Arkansas
Ark. Code § 12-18-402(b)(29) — Arkansas Child Maltreatment Act — mandated reporters (clergy paragraph)
- Clergy named as mandatory reporter?
- Yes
- Confessional exemption?
- Yes
- Statute
- Ark. Code § 12-18-402(b)(29)
- Clergy named
- Expressly
- Pending
- —
Arkansas names clergy directly in its Child Maltreatment Act. Section 12-18-402(b)(29) lists ministers, priests, rabbis, accredited Christian Science practitioners, and other religious functionaries as mandated reporters. The duty sounds firm on the page. The same paragraph then writes two carveouts back in.
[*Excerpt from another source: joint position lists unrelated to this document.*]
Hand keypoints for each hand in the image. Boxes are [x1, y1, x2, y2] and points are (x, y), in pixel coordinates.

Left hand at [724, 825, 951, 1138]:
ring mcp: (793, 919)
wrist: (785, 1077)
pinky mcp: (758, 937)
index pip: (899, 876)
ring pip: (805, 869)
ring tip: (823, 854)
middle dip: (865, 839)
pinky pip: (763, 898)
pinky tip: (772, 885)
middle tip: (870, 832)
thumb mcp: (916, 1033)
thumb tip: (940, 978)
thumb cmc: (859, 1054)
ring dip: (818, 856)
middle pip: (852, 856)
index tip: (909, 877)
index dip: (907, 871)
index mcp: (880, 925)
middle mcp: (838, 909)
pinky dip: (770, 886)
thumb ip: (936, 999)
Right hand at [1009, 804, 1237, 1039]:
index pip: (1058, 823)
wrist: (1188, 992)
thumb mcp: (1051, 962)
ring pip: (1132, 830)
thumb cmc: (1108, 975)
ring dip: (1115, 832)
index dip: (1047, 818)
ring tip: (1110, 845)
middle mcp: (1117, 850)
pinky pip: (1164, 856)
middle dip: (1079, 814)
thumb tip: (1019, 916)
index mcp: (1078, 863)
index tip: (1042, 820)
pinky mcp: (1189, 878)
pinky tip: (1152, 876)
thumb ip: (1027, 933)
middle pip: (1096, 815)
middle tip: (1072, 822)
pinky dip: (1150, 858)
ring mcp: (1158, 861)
Carveout (A) excuses knowledge acquired through communications required to be kept confidential by the religious discipline of the relevant denomination or faith. Carveout (B) excuses knowledge received from the alleged offender in the context of a statement of admission, that is, a perpetrator's own confession about what they did to a child. The (B) carveout is the more consequential of the two. Where (A) mirrors the confessional-privilege shape common to other states, (B) is specific to the offender's voice: it lets a reporting obligation disappear precisely when the person who committed the harm discloses it directly to a clergy member. Section 12-18-402(c)(1) provides a general anti-privilege rule stating that privilege or contract shall not prevent a mandated reporter from reporting, but that anti-privilege override does not displace the (b)(29) carveouts, because those carveouts are written into the statutory definition of who qualifies as a mandated reporter, not into an evidentiary privilege structure. A separate provision, § 12-18-803(b), preserves the minister-penitent testimonial privilege for court proceedings, further reinforcing the institutional shield in any administrative or judicial follow-on. Arkansas also enacted Act 727 of 2023, which extended the limitations period for failure-to-notify offenses to ten years after the child victim reaches age 18 and created a self-victim exemption for mandated reporters who are themselves victims of the same offender. Neither change disturbed the (b)(29)(A)-(B) carveouts. Arkansas is one of the states where reform doesn't require rewriting the duty: the enumeration is already done. The work is removing two clauses from a paragraph that already does most of the job, so that a child whose abuser confesses to clergy doesn't lose the report that would otherwise reach DCFS.